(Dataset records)

________________________

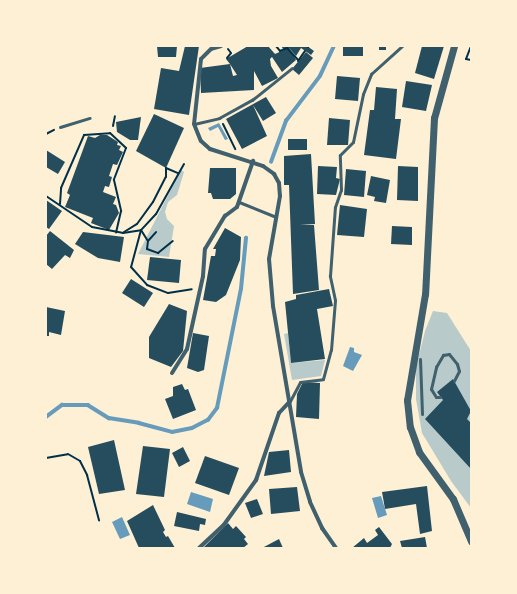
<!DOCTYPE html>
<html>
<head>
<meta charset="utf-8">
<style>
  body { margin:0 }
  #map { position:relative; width:517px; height:594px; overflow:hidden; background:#fdf0d5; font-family:Spectral,serif }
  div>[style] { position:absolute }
  .green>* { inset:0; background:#b9caca }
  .water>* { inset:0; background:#669bbc }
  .stream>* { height:3.5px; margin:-1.75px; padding:0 1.75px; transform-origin:1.75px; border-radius:1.75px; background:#669bbc }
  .building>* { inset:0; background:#264d5e }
  .path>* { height:2px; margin:-1px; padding:0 1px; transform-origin:1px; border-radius:1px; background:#003049 }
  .service>* { height:3px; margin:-1.5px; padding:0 1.5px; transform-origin:1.5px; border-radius:1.5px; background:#3f606c }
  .minor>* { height:4px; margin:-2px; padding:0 2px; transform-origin:2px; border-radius:2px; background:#3f606c }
  .tertiary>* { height:7px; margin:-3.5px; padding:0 3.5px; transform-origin:3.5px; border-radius:3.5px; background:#3f606c }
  span { translate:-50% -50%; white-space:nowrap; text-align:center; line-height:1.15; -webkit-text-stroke:4px #fdf0d5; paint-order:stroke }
  .frame { position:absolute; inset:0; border:47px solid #fdf0d5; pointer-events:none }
</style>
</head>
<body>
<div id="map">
  <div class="green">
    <i style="clip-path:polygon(181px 170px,184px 172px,177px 195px,168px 202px,165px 212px,167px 219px,174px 226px,169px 257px,138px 254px)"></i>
    <i style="clip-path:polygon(433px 311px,447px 313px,471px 351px,471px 508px,451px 481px,422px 433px,416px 399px,416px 367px,425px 331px)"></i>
    <i style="clip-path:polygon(288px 333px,291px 363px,325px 360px,321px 376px,292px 380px,284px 334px)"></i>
  </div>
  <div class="water">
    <i style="clip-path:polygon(219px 123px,228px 139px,225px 140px,218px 127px,210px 131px,208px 128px)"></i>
    <i style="clip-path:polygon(350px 347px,354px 348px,354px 352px,362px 355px,353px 371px,343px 366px)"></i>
    <i style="clip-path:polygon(191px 492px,213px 499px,210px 512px,187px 504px)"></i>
    <i style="clip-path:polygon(381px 496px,387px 515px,378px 518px,372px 498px)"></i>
    <i style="clip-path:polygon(122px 517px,130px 535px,120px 539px,112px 522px)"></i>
  </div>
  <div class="stream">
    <i style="left:271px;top:162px;width:44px;rotate:-69.9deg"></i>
    <i style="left:286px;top:121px;width:56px;rotate:-52.9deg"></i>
    <i style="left:320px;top:76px;width:33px;rotate:-65deg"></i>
    <i style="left:46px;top:417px;width:20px;rotate:-37deg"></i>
    <i style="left:62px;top:405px;width:26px"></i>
    <i style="left:88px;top:405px;width:25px;rotate:32deg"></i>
    <i style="left:109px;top:418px;width:30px;rotate:9deg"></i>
    <i style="left:139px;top:423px;width:34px;rotate:15deg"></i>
    <i style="left:172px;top:432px;width:20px;rotate:-11deg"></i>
    <i style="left:192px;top:428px;width:18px;rotate:-27deg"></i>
    <i style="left:208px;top:420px;width:15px;rotate:-53deg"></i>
    <i style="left:217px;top:408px;width:121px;rotate:-78.6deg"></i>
    <i style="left:241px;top:289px;width:51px;rotate:-84.4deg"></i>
  </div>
  <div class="building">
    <i style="clip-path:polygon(157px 46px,177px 46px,176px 57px,158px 57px)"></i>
    <i style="clip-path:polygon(185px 46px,199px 46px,189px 115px,154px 109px,161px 68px,179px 71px)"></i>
    <i style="clip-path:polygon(evenodd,248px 46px,268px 46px,275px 54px,284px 50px,281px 46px,307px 46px,314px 51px,311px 55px,301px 48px,296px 56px,289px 48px,296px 60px,282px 72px,272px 57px,270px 59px,271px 66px,278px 78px,262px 86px,254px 71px,254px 90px,201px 93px,200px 68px,230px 64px,226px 59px,248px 46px,230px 64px,237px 75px,233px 76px,230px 64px)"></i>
    <i style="clip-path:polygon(343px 46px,363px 46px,363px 56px,343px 56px)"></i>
    <i style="clip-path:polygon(379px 46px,386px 46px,386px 50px,379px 50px)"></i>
    <i style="clip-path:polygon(422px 46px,444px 46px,434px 79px,415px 73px)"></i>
    <i style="clip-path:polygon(306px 52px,313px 58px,299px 75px,292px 69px)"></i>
    <i style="clip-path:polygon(337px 76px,360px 78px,358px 101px,335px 99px)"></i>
    <i style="clip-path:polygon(406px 81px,432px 85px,426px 111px,402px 107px)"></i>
    <i style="clip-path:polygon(376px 87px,397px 89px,395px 119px,401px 119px,396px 159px,364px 155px,370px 110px,374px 110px)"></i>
    <i style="clip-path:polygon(266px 97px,276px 113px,263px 121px,253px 105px,267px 136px,242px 149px,226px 119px)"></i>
    <i style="clip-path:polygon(154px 114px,184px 128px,166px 168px,136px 151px)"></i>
    <i style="clip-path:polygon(141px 117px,138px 140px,130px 140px,117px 132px,116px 122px)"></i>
    <i style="clip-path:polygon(329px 118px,350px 120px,348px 145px,327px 145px)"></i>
    <i style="clip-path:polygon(100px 135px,107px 135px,118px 142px,117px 145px,121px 146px,119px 150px,123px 152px,117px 165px,113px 164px,109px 176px,112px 177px,109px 187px,105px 186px,103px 192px,116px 197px,113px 204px,116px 205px,119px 213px,109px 230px,91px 223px,93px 218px,65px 207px,70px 195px,67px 193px,88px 136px,95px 138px)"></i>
    <i style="clip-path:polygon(288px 139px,307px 139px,307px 150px,288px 150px)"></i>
    <i style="clip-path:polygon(46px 150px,65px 162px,58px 174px,46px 167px)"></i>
    <i style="clip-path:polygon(311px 154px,315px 224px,300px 225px,314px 225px,319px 290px,293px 294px,289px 185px,284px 185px,284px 156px)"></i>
    <i style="clip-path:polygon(318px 166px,337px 167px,336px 178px,340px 179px,336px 195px,317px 194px)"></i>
    <i style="clip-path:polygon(398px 166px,418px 167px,418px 201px,397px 200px)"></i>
    <i style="clip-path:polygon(210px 168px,236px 168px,236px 194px,230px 199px,213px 199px,211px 193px,208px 193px)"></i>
    <i style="clip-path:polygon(346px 169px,366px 171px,364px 197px,344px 195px)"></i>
    <i style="clip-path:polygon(371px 176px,390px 180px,386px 203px,374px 201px,375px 197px,367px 195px)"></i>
    <i style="clip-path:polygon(46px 200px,62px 211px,49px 229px,46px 227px)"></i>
    <i style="clip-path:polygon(340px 205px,367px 209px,364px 237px,337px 235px)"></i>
    <i style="clip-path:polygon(392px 226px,412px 227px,412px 245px,391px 244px)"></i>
    <i style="clip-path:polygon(225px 228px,241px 237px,240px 260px,226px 295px,216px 302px,203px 300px,211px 256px,215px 256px,216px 249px,213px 249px)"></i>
    <i style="clip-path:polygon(50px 231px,74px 250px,70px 258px,65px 255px,52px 269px,46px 264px,46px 236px)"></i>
    <i style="clip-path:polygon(83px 232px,124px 237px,120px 262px,98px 258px,75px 244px)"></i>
    <i style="clip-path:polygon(150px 257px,181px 260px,179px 283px,147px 280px)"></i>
    <i style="clip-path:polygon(131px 279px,153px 293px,144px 307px,122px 293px)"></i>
    <i style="clip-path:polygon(329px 289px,333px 306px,317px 309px,325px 359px,291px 363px,285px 302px,296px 299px,296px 295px)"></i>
    <i style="clip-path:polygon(169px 304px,187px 311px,183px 351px,171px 367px,149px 358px,149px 337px)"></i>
    <i style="clip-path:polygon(46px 307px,65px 311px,61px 335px,49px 332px,49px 336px,46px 336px)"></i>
    <i style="clip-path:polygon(193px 333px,209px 336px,204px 370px,198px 372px,187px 368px)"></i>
    <i style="clip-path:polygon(453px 379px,471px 411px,467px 419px,471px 423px,471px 469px,425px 419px,443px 400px,437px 392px)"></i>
    <i style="clip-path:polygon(303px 382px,320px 383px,319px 419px,296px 417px,297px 394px)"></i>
    <i style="clip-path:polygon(182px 384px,185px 390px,188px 389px,196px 410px,173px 419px,165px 399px,173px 396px,173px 387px)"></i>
    <i style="clip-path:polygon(114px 440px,125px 490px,99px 494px,88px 447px)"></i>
    <i style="clip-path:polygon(143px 446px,170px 449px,164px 497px,136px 494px)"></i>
    <i style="clip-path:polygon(183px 447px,190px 461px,179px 467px,172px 453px)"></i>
    <i style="clip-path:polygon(289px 450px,291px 472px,264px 476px,269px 452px)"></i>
    <i style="clip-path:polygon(205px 456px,239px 468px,229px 495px,195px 483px)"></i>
    <i style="clip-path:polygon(427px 486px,432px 531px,420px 534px,416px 504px,385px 509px,382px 492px)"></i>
    <i style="clip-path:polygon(297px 487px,300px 511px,271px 514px,269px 489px)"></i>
    <i style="clip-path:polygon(257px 499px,263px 514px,251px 518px,245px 503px)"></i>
    <i style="clip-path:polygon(153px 505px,165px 530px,163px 532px,166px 537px,168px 536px,175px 548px,139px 548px,127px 521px)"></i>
    <i style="clip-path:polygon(177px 512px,206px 519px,205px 525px,200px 524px,199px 531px,174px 526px)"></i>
    <i style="clip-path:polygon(228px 523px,233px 529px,236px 526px,246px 537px,244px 539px,248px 544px,243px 548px,203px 548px)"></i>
    <i style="clip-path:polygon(379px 527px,392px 544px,390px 548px,352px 548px,364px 538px,367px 543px,378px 535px,375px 530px)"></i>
    <i style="clip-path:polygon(425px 537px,427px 548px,402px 548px,400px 541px)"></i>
    <i style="clip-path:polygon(279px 539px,283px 548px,262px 548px)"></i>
  </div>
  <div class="path">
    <i style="left:276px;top:46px;width:6px;rotate:51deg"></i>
    <i style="left:280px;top:51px;width:8px;rotate:-23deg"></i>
    <i style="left:287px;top:48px;width:16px;rotate:47deg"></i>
    <i style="left:471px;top:46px;width:14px;rotate:111deg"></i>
    <i style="left:466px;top:59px;width:5px;rotate:11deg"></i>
    <i style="left:308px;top:47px;width:1px;rotate:-45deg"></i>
    <i style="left:227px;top:58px;width:6px;rotate:-51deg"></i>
    <i style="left:231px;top:53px;width:5px;rotate:-127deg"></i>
    <i style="left:298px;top:61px;width:12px;rotate:-55deg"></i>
    <i style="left:223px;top:124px;width:28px;rotate:64deg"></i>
    <i style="left:113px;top:126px;width:10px;rotate:-79deg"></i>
    <i style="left:46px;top:134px;width:9px;rotate:-27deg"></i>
    <i style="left:184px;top:164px;width:57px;rotate:119.2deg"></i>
    <i style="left:156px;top:214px;width:22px;rotate:133deg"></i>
    <i style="left:141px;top:230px;width:38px;rotate:105deg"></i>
    <i style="left:131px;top:267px;width:24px;rotate:48deg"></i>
    <i style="left:147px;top:285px;width:22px;rotate:21deg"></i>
    <i style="left:168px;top:293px;width:24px;rotate:-9deg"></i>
    <i style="left:46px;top:196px;width:55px;rotate:34deg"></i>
    <i style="left:92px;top:227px;width:32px;rotate:11deg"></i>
    <i style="left:123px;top:233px;width:18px;rotate:-9deg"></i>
    <i style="left:141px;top:230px;width:13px;rotate:58deg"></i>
    <i style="left:148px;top:241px;width:8px;rotate:97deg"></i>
    <i style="left:147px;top:249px;width:12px;rotate:20deg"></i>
    <i style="left:158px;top:253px;width:19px;rotate:-39deg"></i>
    <i style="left:60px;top:204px;width:16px;rotate:-86deg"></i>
    <i style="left:61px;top:188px;width:58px;rotate:-66.5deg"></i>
    <i style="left:84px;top:135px;width:26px;rotate:-4deg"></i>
    <i style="left:110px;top:133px;width:22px;rotate:43deg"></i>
    <i style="left:126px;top:148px;width:34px;rotate:111deg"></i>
    <i style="left:114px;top:180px;width:32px;rotate:77deg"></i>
    <i style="left:121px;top:211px;width:22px;rotate:103deg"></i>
    <i style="left:124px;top:232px;width:15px;rotate:-32deg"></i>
    <i style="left:137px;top:224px;width:27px;rotate:-54deg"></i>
    <i style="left:153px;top:202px;width:28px;rotate:-63deg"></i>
    <i style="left:166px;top:177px;width:9px;rotate:-90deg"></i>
    <i style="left:166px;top:168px;width:13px;rotate:23deg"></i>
    <i style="left:148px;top:241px;width:12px;rotate:-48deg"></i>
    <i style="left:46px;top:458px;width:22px;rotate:-10deg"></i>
    <i style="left:68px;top:454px;width:14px;rotate:30deg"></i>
    <i style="left:80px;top:461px;width:16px;rotate:63deg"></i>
    <i style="left:87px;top:475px;width:47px;rotate:75.1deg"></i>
  </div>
  <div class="service">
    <i style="left:194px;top:124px;width:26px;rotate:-13deg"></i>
    <i style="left:219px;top:118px;width:38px;rotate:-29deg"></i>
    <i style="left:252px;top:100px;width:51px;rotate:-38.7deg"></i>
    <i style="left:60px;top:127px;width:31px;rotate:-17deg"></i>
    <i style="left:239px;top:202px;width:40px;rotate:22deg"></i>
    <i style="left:420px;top:359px;width:55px;rotate:87.9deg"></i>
    <i style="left:440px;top:397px;width:4px;rotate:180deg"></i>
    <i style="left:436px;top:397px;width:9px;rotate:-122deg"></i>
    <i style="left:431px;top:389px;width:23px;rotate:-77deg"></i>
    <i style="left:436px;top:367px;width:14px;rotate:-60deg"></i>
    <i style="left:443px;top:355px;width:6px;rotate:-9deg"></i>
    <i style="left:449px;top:354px;width:13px;rotate:51deg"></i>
    <i style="left:457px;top:364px;width:7px;rotate:74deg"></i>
    <i style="left:459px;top:371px;width:11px;rotate:117deg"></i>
    <i style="left:290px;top:401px;width:21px;rotate:-62deg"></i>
    <i style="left:300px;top:382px;width:23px;rotate:-7deg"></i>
    <i style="left:323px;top:379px;width:30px;rotate:-75deg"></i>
    <i style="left:331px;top:350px;width:50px;rotate:-85.4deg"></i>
    <i style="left:335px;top:300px;width:25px;rotate:-102deg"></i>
    <i style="left:330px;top:276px;width:69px;rotate:-85.9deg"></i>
    <i style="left:335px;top:207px;width:18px;rotate:-71deg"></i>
    <i style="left:341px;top:190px;width:35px;rotate:-92deg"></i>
    <i style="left:340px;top:155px;width:18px;rotate:-45deg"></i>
    <i style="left:353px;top:142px;width:49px;rotate:-78.2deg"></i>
    <i style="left:363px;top:94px;width:22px;rotate:-68deg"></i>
    <i style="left:371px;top:74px;width:42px;rotate:-42.1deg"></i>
  </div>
  <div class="minor">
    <i style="left:221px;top:46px;width:10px;rotate:163deg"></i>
    <i style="left:211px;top:49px;width:14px;rotate:135deg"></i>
    <i style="left:201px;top:59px;width:65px;rotate:96.1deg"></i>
    <i style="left:194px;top:124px;width:18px;rotate:68deg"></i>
    <i style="left:201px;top:141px;width:12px;rotate:42deg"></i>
    <i style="left:210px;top:149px;width:56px;rotate:17.8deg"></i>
    <i style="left:263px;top:166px;width:14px;rotate:36deg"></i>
    <i style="left:274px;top:174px;width:10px;rotate:61deg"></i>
    <i style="left:279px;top:183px;width:13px;rotate:86deg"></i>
    <i style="left:280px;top:196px;width:64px;rotate:99.9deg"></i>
    <i style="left:269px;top:259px;width:47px;rotate:85.1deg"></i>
    <i style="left:273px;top:306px;width:168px;rotate:80.4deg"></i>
    <i style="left:301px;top:472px;width:31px;rotate:73deg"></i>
    <i style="left:310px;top:502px;width:29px;rotate:65deg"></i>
    <i style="left:322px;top:528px;width:24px;rotate:55deg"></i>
    <i style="left:172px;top:373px;width:28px;rotate:-58deg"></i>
    <i style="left:187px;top:349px;width:75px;rotate:-77.6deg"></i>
    <i style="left:203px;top:276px;width:27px;rotate:-86deg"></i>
    <i style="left:205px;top:249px;width:39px;rotate:-59deg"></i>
    <i style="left:225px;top:216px;width:15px;rotate:-37deg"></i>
    <i style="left:237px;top:207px;width:49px;rotate:-70.8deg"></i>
    <i style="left:199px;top:548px;width:33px;rotate:-43deg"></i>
    <i style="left:223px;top:526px;width:57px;rotate:-54.3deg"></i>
    <i style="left:256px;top:480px;width:71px;rotate:-71.1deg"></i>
    <i style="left:279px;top:413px;width:16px;rotate:-47deg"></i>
  </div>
  <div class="tertiary">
    <i style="left:454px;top:46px;width:75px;rotate:105.5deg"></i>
    <i style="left:434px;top:118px;width:176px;rotate:92.9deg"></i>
    <i style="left:425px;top:294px;width:108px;rotate:99.6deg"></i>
    <i style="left:407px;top:400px;width:27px;rotate:84deg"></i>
    <i style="left:410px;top:427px;width:27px;rotate:70deg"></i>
    <i style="left:419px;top:452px;width:58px;rotate:54.1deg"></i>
    <i style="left:453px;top:499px;width:46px;rotate:66.8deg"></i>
  </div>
  <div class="frame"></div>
</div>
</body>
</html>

________________________

◆ Assignment
Provide the count of lines above that contain "stream", without any other words.

◆ Your response
2